Before laying out the specific grotesquerie of the Maryland and North Carolina gerrymanders at issue, Kagan asks her reader to consider: “As I relate what happened in those two States, ask yourself: Is this how American democracy is supposed to work?” Then she takes us through exactly how and why the gerrymandered sausage was made.

Voting is the core democratic prerogative that is being further eroded every day in every way, from vote suppression, to disenfranchisement, to phony claims of vote fraud. Minority-elected presidents and senators from minority-sized states seat Supreme Court justices who protect congressional districts that cement minority rule. As Kagan puts it:

The ‘power, James Madison wrote, ‘is in the people over the Government, and not in the Government over the people.’ Free and fair and periodic elections are the key to that vision. The people get to choose their representatives. And then they get to decide, at regular intervals, whether to keep them.

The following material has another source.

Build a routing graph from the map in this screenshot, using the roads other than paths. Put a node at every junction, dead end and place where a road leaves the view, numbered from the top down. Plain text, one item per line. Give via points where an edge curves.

Laying out the corrupting effect of the Maryland and North Carolina line drawing she adds that “[t]he majority disputes none of this.”

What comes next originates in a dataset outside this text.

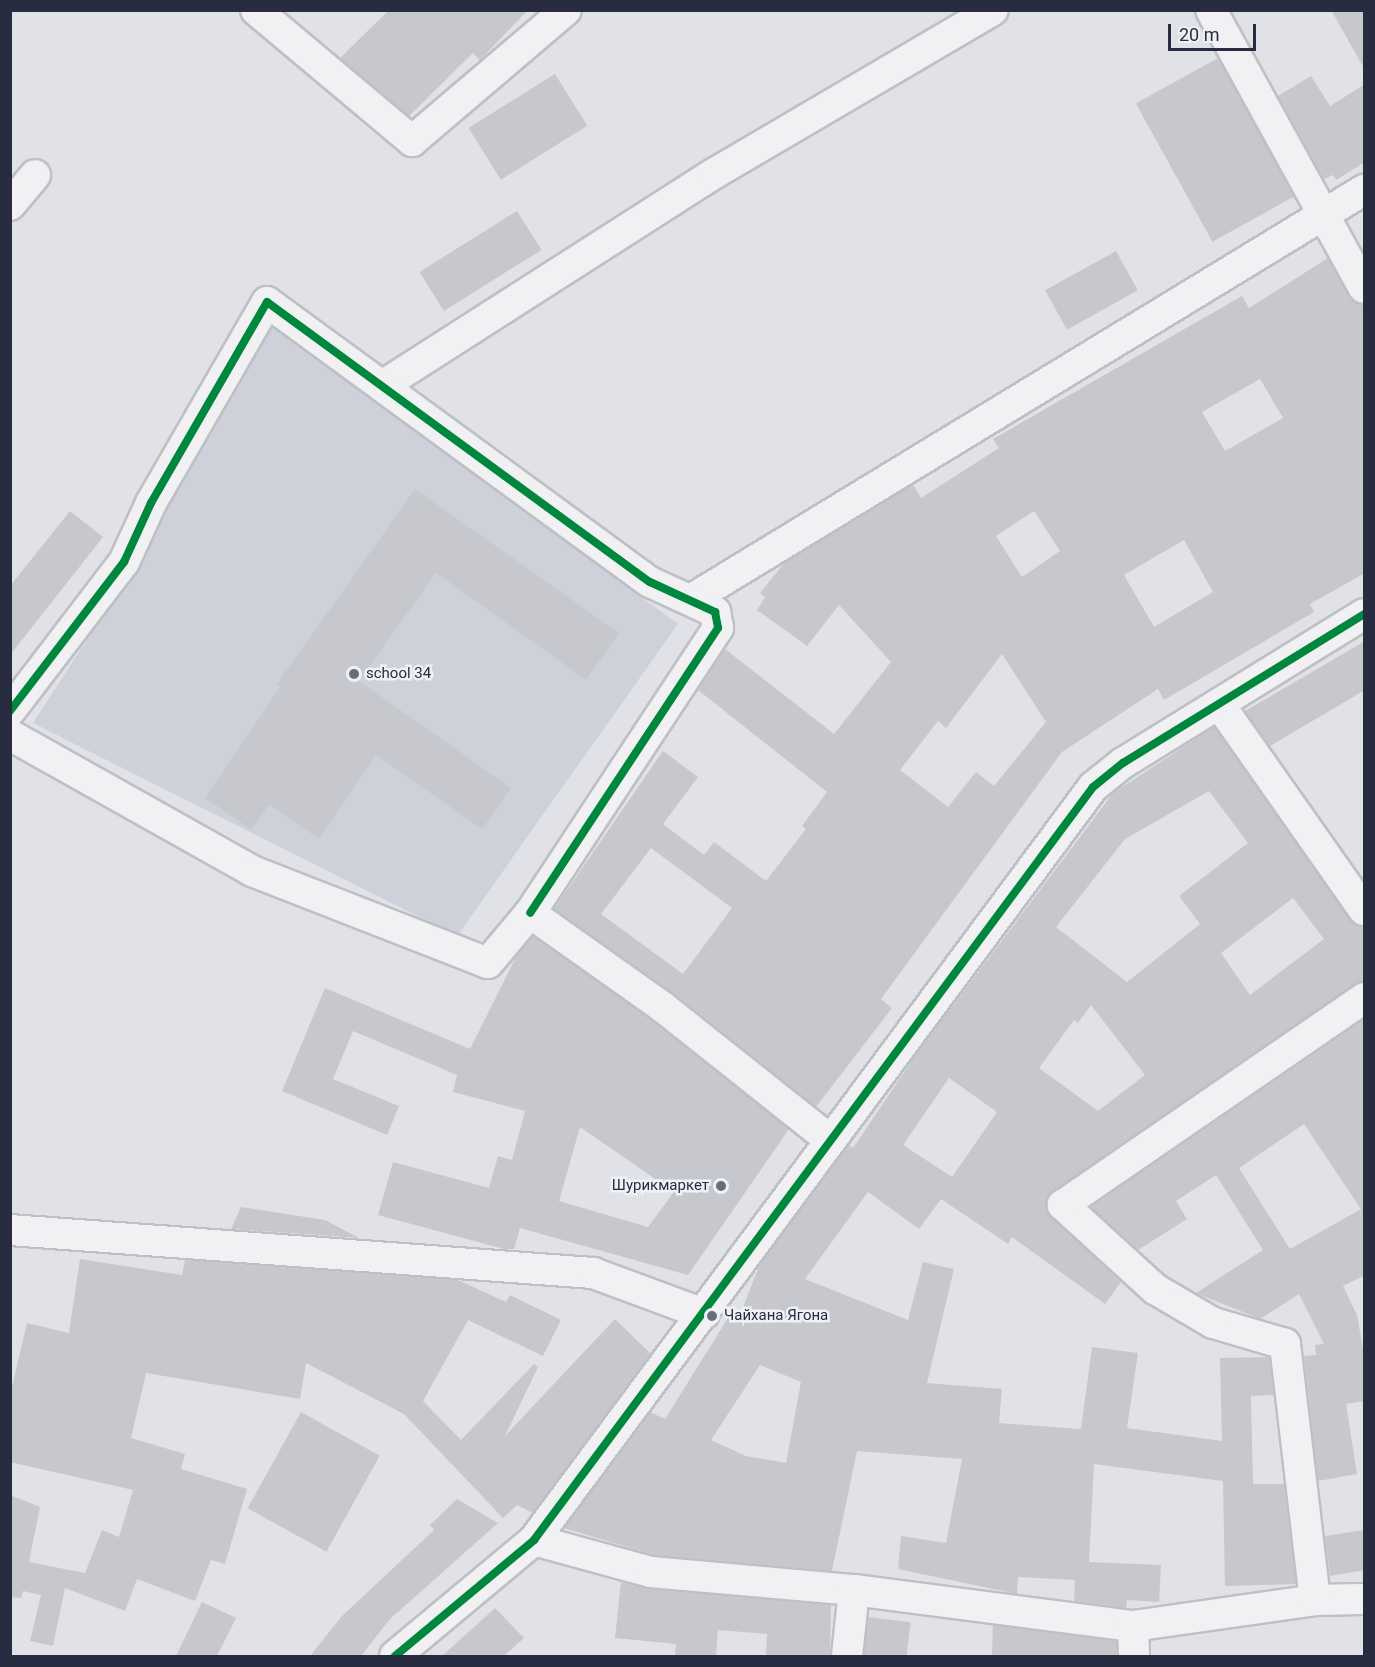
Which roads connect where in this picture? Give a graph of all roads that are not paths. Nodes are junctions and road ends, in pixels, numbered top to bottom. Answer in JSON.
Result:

The majority just plans to do nothing to solve it.

Kagan then talks chillingly of how modern technology will make the problem catastrophically worse:

And gerrymanders will only get worse (or depending on your perspective, better) as time goes on—as data becomes ever more fine-grained and data analysis techniques continue to improve. What was possible with paper and pen—or even with Windows 95—doesn’t hold a candle (or an LED bulb?) to what will become possible with developments like machine learning. And someplace along this road, “we the people” become sovereign no longer.

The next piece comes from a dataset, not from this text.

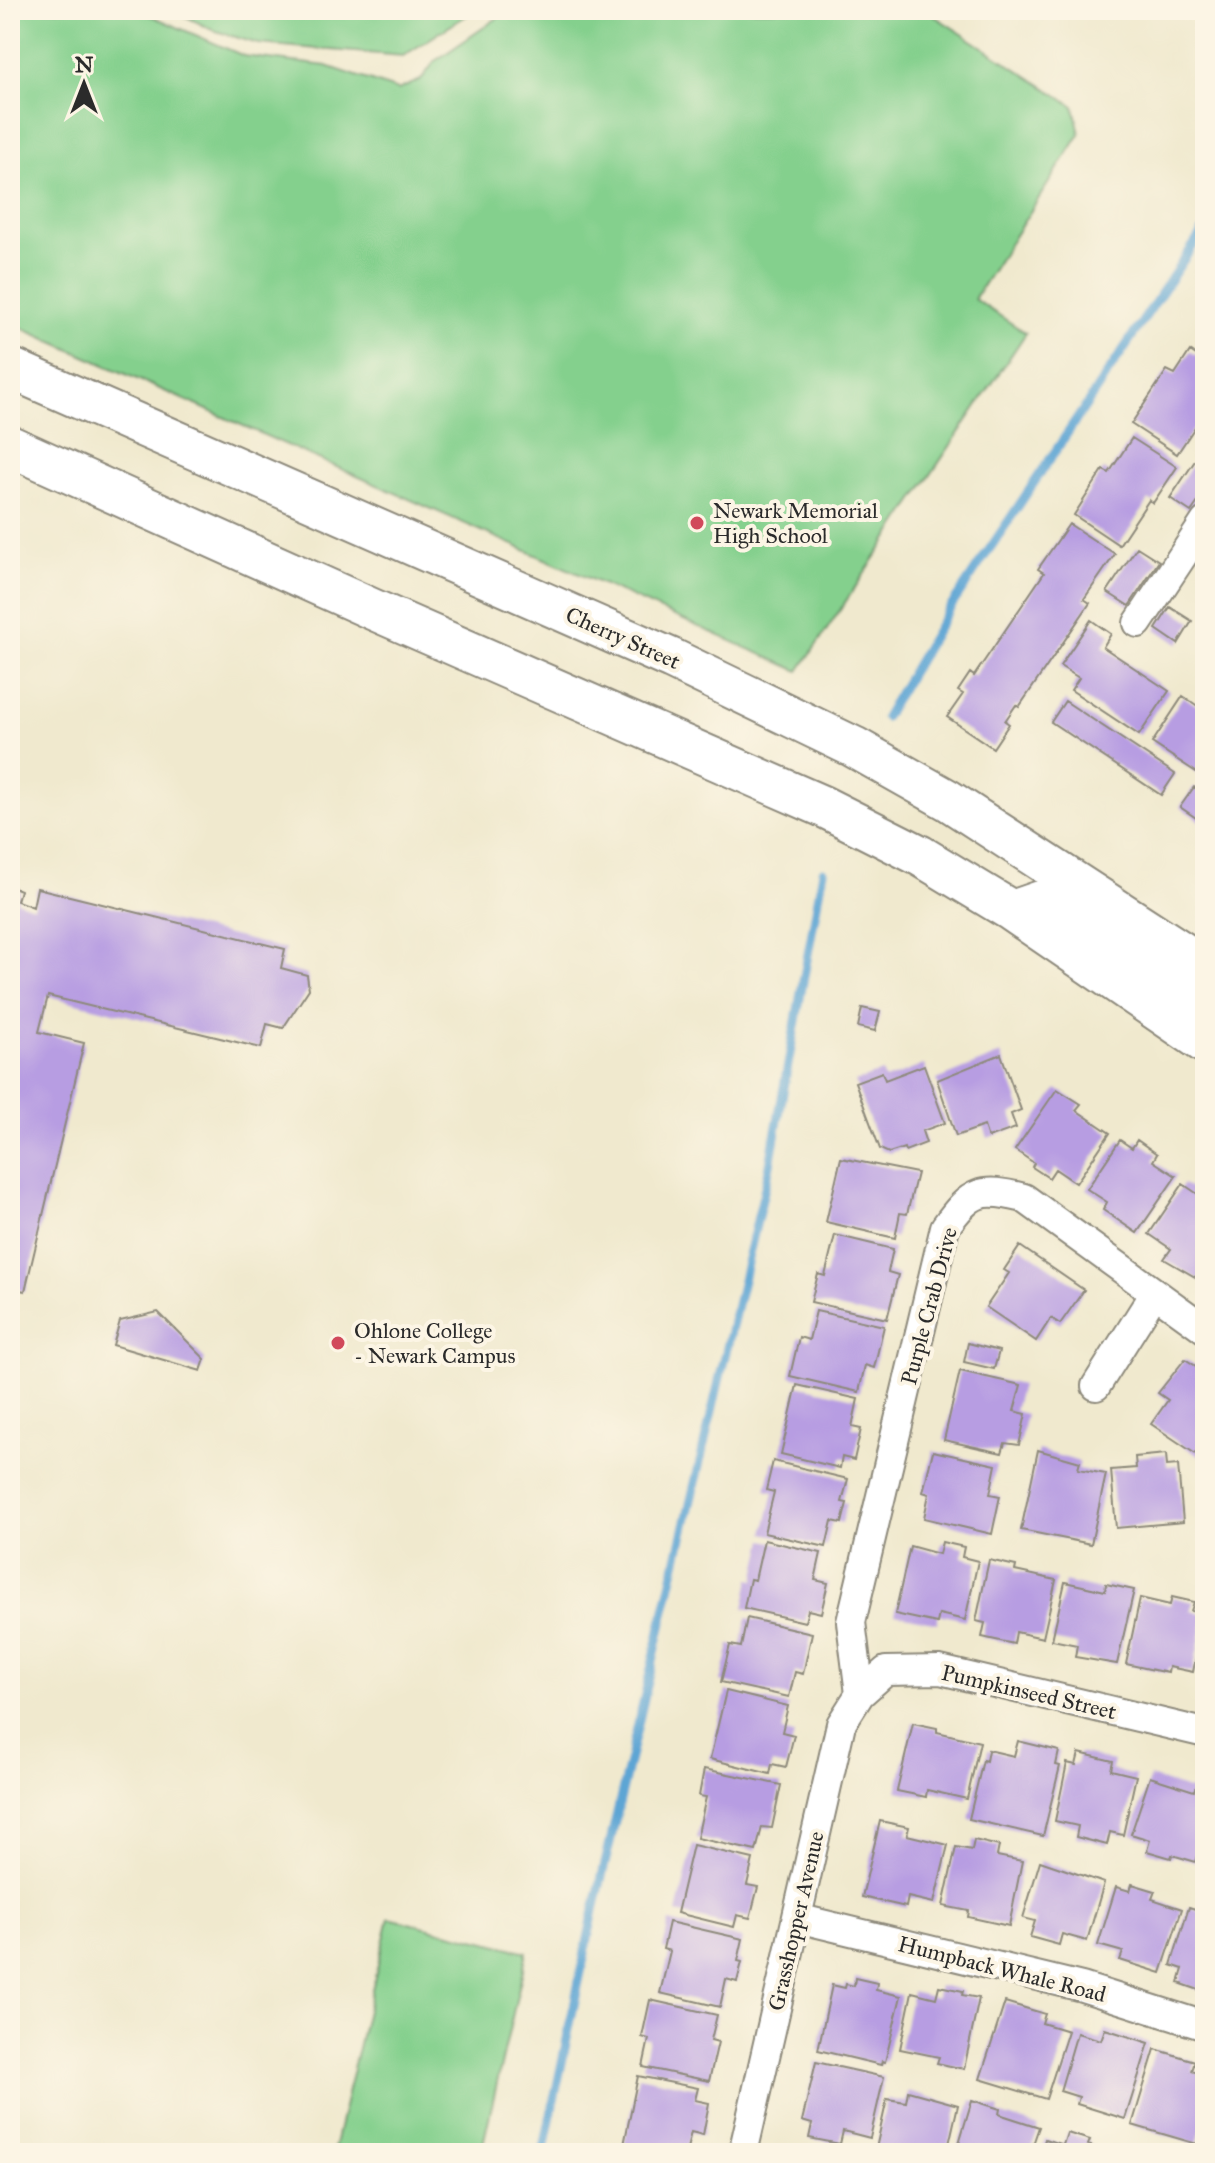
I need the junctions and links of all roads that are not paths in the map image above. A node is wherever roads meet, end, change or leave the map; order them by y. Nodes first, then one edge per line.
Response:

After laying out the test she has already proposed for finding a justiciable standard and tweaking the chief justice for his opposition to state commissions, Kagan implies that the majority didn’t even bother to read the lower-court opinions in these cases:

The gerrymanders here—and they are typical of many—violated the constitutional rights of many hundreds of thousands of American citizens. Those voters (Republicans in the one case, Democrats in the other) did not have an equal opportunity to participate in the political process. Their votes counted for far less than they should have because of their partisan affiliation. When faced with such constitutional wrongs, courts must intervene: “It is emphatically the province and duty of the judicial department to say what the law is.” That is what the courts below did. Their decisions are worth a read. 

She concludes, dispiritingly, that in its search for judicial neutrality and lofty majesty the court has betrayed the American voter:

Of all times to abandon the Court’s duty to declare the law, this was not the one. The practices challenged in these cases imperil our system of government. Part of the Court’s role in that system is to defend its foundations. None is more important than free and fair elections. With respect but deep sadness, I dissent. 

To be sure both sides gerrymander for their own ends as these cases show, but Republicans have been able to do it better and more in recent years. In 2010, the Republicans took control of most swing states and took power in ways that they have been able to maintain through much of this decade. The decision to sit this one out so that the court can appear magisterial is a decision to help one party, just as eviscerating the Voting Rights Act and blessing voter ID laws have been. This is a monstrously bad decision for Democrats, yes. But it’s also a gut punch to voter confidence that their votes really matter and that voting isn’t a cynical rigged game in which all spoils go to just one side. The court’s decision to preserve its own “integrity” will come at the expense of public confidence that voting even matters, and that is a bitter pill at a moment in which for millions of citizens nothing, other than the hope of voting, seems to matter at all.